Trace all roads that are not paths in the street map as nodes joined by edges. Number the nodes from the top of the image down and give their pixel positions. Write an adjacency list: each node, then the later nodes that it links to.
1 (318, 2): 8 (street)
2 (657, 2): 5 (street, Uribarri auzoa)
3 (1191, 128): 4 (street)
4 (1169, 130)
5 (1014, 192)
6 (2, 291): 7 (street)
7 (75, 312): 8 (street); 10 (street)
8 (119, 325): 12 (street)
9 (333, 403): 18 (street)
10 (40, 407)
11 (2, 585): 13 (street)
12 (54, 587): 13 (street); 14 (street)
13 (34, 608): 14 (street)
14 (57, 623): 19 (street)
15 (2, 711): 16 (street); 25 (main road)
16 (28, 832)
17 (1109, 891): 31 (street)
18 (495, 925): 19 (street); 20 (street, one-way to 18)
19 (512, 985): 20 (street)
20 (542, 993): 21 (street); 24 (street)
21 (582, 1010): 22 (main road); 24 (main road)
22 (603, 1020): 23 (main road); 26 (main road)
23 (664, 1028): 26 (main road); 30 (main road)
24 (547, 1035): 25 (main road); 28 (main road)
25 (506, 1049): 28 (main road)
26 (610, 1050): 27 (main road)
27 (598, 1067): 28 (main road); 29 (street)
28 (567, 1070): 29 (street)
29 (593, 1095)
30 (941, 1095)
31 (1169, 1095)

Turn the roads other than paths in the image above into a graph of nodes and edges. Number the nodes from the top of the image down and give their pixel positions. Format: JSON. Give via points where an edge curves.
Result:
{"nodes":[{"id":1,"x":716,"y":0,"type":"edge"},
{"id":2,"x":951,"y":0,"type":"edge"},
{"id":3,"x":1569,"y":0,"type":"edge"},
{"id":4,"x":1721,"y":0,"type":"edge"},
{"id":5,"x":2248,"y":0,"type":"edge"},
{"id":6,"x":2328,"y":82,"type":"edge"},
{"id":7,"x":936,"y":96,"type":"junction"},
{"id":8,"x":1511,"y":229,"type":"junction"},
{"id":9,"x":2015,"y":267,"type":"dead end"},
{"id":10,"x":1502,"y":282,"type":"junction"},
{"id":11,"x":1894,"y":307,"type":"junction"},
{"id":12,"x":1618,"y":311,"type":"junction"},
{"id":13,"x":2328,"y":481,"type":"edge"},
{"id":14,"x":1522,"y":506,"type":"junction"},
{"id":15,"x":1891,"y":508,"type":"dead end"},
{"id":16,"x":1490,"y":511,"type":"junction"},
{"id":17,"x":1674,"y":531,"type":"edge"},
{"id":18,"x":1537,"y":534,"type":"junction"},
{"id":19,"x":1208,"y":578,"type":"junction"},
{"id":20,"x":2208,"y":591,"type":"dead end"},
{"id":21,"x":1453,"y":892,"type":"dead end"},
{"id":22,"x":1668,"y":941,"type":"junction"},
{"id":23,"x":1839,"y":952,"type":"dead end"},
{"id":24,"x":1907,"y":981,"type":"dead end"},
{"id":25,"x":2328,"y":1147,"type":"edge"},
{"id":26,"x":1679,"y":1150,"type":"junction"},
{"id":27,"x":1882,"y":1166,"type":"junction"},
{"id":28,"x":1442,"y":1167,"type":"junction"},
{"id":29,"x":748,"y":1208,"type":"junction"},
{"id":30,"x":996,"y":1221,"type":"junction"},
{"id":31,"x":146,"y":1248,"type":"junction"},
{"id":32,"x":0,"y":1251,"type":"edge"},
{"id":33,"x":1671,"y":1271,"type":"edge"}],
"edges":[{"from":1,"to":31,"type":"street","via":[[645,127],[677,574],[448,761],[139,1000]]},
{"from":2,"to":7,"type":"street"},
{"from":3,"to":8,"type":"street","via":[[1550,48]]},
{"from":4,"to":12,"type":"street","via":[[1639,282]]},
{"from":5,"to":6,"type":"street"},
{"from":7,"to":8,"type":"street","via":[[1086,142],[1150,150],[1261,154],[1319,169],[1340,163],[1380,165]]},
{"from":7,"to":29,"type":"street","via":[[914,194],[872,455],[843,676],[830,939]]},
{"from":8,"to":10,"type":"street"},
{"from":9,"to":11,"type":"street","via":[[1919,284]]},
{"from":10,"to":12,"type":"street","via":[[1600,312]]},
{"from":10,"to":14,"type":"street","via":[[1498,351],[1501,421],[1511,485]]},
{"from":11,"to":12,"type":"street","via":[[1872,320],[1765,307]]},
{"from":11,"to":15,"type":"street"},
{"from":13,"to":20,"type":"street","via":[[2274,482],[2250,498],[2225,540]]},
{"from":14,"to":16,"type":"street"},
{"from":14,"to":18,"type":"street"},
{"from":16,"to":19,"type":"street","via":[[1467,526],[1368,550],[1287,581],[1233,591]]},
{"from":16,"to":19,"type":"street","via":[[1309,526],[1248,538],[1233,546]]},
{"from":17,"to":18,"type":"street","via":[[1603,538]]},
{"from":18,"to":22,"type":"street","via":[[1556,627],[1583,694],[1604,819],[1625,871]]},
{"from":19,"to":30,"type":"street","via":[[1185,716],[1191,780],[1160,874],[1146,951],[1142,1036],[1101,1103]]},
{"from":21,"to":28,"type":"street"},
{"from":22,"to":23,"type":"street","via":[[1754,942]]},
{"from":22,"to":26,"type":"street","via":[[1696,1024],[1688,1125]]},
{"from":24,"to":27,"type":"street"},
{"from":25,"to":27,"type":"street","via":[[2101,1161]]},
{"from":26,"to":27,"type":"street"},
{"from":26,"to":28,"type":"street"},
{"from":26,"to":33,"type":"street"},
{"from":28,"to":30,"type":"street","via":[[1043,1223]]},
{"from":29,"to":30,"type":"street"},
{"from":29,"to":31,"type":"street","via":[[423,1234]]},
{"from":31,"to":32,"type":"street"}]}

★ ★ ★

» **What is being asked**
The full set of records is to be written out once more, word for word.

» **Exercise response**
Trace all roads that are not paths in the street map as nodes joined by edges. Number the nodes from the top of the image down and give their pixel positions. Write an adjacency list: each node, then the later nodes that it links to.
1 (318, 2): 8 (street)
2 (657, 2): 5 (street, Uribarri auzoa)
3 (1191, 128): 4 (street)
4 (1169, 130)
5 (1014, 192)
6 (2, 291): 7 (street)
7 (75, 312): 8 (street); 10 (street)
8 (119, 325): 12 (street)
9 (333, 403): 18 (street)
10 (40, 407)
11 (2, 585): 13 (street)
12 (54, 587): 13 (street); 14 (street)
13 (34, 608): 14 (street)
14 (57, 623): 19 (street)
15 (2, 711): 16 (street); 25 (main road)
16 (28, 832)
17 (1109, 891): 31 (street)
18 (495, 925): 19 (street); 20 (street, one-way to 18)
19 (512, 985): 20 (street)
20 (542, 993): 21 (street); 24 (street)
21 (582, 1010): 22 (main road); 24 (main road)
22 (603, 1020): 23 (main road); 26 (main road)
23 (664, 1028): 26 (main road); 30 (main road)
24 (547, 1035): 25 (main road); 28 (main road)
25 (506, 1049): 28 (main road)
26 (610, 1050): 27 (main road)
27 (598, 1067): 28 (main road); 29 (street)
28 (567, 1070): 29 (street)
29 (593, 1095)
30 (941, 1095)
31 (1169, 1095)

Turn the roads other than paths in the image above into a graph of nodes and edges. Number the nodes from the top of the image down and give their pixel positions. Format: JSON. Give via points where an edge curves.
Result:
{"nodes":[{"id":1,"x":716,"y":0,"type":"edge"},
{"id":2,"x":951,"y":0,"type":"edge"},
{"id":3,"x":1569,"y":0,"type":"edge"},
{"id":4,"x":1721,"y":0,"type":"edge"},
{"id":5,"x":2248,"y":0,"type":"edge"},
{"id":6,"x":2328,"y":82,"type":"edge"},
{"id":7,"x":936,"y":96,"type":"junction"},
{"id":8,"x":1511,"y":229,"type":"junction"},
{"id":9,"x":2015,"y":267,"type":"dead end"},
{"id":10,"x":1502,"y":282,"type":"junction"},
{"id":11,"x":1894,"y":307,"type":"junction"},
{"id":12,"x":1618,"y":311,"type":"junction"},
{"id":13,"x":2328,"y":481,"type":"edge"},
{"id":14,"x":1522,"y":506,"type":"junction"},
{"id":15,"x":1891,"y":508,"type":"dead end"},
{"id":16,"x":1490,"y":511,"type":"junction"},
{"id":17,"x":1674,"y":531,"type":"edge"},
{"id":18,"x":1537,"y":534,"type":"junction"},
{"id":19,"x":1208,"y":578,"type":"junction"},
{"id":20,"x":2208,"y":591,"type":"dead end"},
{"id":21,"x":1453,"y":892,"type":"dead end"},
{"id":22,"x":1668,"y":941,"type":"junction"},
{"id":23,"x":1839,"y":952,"type":"dead end"},
{"id":24,"x":1907,"y":981,"type":"dead end"},
{"id":25,"x":2328,"y":1147,"type":"edge"},
{"id":26,"x":1679,"y":1150,"type":"junction"},
{"id":27,"x":1882,"y":1166,"type":"junction"},
{"id":28,"x":1442,"y":1167,"type":"junction"},
{"id":29,"x":748,"y":1208,"type":"junction"},
{"id":30,"x":996,"y":1221,"type":"junction"},
{"id":31,"x":146,"y":1248,"type":"junction"},
{"id":32,"x":0,"y":1251,"type":"edge"},
{"id":33,"x":1671,"y":1271,"type":"edge"}],
"edges":[{"from":1,"to":31,"type":"street","via":[[645,127],[677,574],[448,761],[139,1000]]},
{"from":2,"to":7,"type":"street"},
{"from":3,"to":8,"type":"street","via":[[1550,48]]},
{"from":4,"to":12,"type":"street","via":[[1639,282]]},
{"from":5,"to":6,"type":"street"},
{"from":7,"to":8,"type":"street","via":[[1086,142],[1150,150],[1261,154],[1319,169],[1340,163],[1380,165]]},
{"from":7,"to":29,"type":"street","via":[[914,194],[872,455],[843,676],[830,939]]},
{"from":8,"to":10,"type":"street"},
{"from":9,"to":11,"type":"street","via":[[1919,284]]},
{"from":10,"to":12,"type":"street","via":[[1600,312]]},
{"from":10,"to":14,"type":"street","via":[[1498,351],[1501,421],[1511,485]]},
{"from":11,"to":12,"type":"street","via":[[1872,320],[1765,307]]},
{"from":11,"to":15,"type":"street"},
{"from":13,"to":20,"type":"street","via":[[2274,482],[2250,498],[2225,540]]},
{"from":14,"to":16,"type":"street"},
{"from":14,"to":18,"type":"street"},
{"from":16,"to":19,"type":"street","via":[[1467,526],[1368,550],[1287,581],[1233,591]]},
{"from":16,"to":19,"type":"street","via":[[1309,526],[1248,538],[1233,546]]},
{"from":17,"to":18,"type":"street","via":[[1603,538]]},
{"from":18,"to":22,"type":"street","via":[[1556,627],[1583,694],[1604,819],[1625,871]]},
{"from":19,"to":30,"type":"street","via":[[1185,716],[1191,780],[1160,874],[1146,951],[1142,1036],[1101,1103]]},
{"from":21,"to":28,"type":"street"},
{"from":22,"to":23,"type":"street","via":[[1754,942]]},
{"from":22,"to":26,"type":"street","via":[[1696,1024],[1688,1125]]},
{"from":24,"to":27,"type":"street"},
{"from":25,"to":27,"type":"street","via":[[2101,1161]]},
{"from":26,"to":27,"type":"street"},
{"from":26,"to":28,"type":"street"},
{"from":26,"to":33,"type":"street"},
{"from":28,"to":30,"type":"street","via":[[1043,1223]]},
{"from":29,"to":30,"type":"street"},
{"from":29,"to":31,"type":"street","via":[[423,1234]]},
{"from":31,"to":32,"type":"street"}]}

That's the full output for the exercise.